Пушкинский мир, пушкинский взгляд на мир — для Булгакова естественная норма жизни и мера всех вещей. Эта та оптика, которая дает видеть бесконечный абсурд нового устройства жизни в заново создающейся стране, в частности, понимать «квартирный вопрос» как центральную проблему жизни в советской вселенной. Булгаковский роман «Мастер и Марта-рита» — это констатация факта полного разрушения Дома как спасительного оплота жизни. Мы имеем в виду не только эмпирику жизни, но и метафизическую идею и образ Дома в сознании советского человека. В сознании советского поэта Рюхина пушкинский поэтический образ Дома отклика и узнавания не находит: он искренне не понимает «что особенного» в словах «буря мглою...». Другой же советский поэт в романе Булгакова имеет псевдоним — Бездомный.

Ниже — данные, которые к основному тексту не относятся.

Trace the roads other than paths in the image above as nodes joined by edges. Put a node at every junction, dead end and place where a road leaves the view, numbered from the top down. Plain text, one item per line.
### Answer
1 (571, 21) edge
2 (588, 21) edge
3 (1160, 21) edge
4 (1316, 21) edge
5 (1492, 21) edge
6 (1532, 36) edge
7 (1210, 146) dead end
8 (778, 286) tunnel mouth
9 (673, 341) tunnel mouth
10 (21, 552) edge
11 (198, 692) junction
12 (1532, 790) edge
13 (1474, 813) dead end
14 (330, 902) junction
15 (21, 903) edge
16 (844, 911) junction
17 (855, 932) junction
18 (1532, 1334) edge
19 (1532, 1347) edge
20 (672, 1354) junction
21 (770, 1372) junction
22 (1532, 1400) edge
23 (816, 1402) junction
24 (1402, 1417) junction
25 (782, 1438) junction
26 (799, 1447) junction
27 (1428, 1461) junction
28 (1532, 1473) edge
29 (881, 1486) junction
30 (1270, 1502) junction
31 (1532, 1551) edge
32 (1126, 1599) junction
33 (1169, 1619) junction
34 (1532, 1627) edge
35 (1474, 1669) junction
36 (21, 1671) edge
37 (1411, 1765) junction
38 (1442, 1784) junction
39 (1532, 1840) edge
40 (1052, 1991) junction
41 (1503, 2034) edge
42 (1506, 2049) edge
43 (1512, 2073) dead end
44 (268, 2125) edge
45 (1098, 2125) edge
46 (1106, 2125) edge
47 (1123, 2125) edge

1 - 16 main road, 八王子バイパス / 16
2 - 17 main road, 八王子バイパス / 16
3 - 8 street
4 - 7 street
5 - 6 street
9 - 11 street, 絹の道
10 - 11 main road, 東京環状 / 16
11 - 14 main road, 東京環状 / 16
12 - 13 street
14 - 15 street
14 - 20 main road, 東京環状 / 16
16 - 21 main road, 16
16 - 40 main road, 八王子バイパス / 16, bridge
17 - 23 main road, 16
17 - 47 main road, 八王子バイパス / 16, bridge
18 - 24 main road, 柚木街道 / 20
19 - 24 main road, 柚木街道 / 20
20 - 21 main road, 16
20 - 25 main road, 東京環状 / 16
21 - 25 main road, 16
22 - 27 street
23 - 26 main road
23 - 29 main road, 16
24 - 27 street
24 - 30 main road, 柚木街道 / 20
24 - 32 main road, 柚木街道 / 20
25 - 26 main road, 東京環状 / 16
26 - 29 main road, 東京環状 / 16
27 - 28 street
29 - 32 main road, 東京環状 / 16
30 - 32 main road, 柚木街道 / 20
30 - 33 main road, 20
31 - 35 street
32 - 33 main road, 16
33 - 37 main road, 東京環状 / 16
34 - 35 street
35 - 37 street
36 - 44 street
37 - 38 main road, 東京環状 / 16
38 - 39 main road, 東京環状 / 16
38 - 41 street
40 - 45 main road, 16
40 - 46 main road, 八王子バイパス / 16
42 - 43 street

Трудно переоценить смысловую значимость этой вставки в окончательный текст романа.
Мы коротко проинтерпретировали три совершенно разные поправки, которые внес Булгаков в окончательный текст, и убедились в том, что смысл этих вставок становится понятен из нашей общей концепции того, как менялся замысел романа по мере его создания и изменения исторических обстоятельств жизни в 30-е годы.
Повторим еще раз: задуманный образ дьявола на первых порах был инструментом булгаковской сатиры и средством наказания самоуверенных и одновременно трусливых, лицемерных представителей советских карьеристов, рвущихся к жизненным благам. Но замысел менялся — и в действиях, речах и манере поведения дьявола все явственнее стали проступать узнаваемые черты булгаковского властного современника. Это были черты отнюдь не внешнего сходства, это были черты во многом типологические, черты кровавого тирана-самозванца, узурпировавшего власть, безжалостного оккупанта-мародера. Булгаковский тиран — настоящий принципиальный гонитель христианства, с чертами антихриста, а не хулиганствующий атеист, способный ограбить церковь, арестовать и даже расстрелять священника, осквернить святыню для наглядной демонстрации того, что Бога нет. Воинствующие безбожники 20-х годов, проповедники освобождения народа от религиозного рабства, полагали себя народными просветителями, несущими свет разума и свободу от религиозных предрассудков невежественному обманутому народу. Сталину такие «кадры» больше были не нужны. Шел отрицательный отбор: востребованы оказались самые безжалостные, бессовестные, циничные, умеющие истязать и убивать и любящие свою профессию, готовые выполнять беспрекословно любой приказ, недоступные жалости и состраданию, востребованы были именно те, у кого действительно в душах, сердцах и в сознании образ Иисуса Христа был унижен и стерт. Для них идея «доброго человека», безусловно, была смешной и глупой сказкой, не имеющей отношения к реальности. Только руками такой «нечистой силы» можно было тайно десятилетиями поддерживать функционирование конвейера по отправлению тысяч людей на тот свет каждодневно.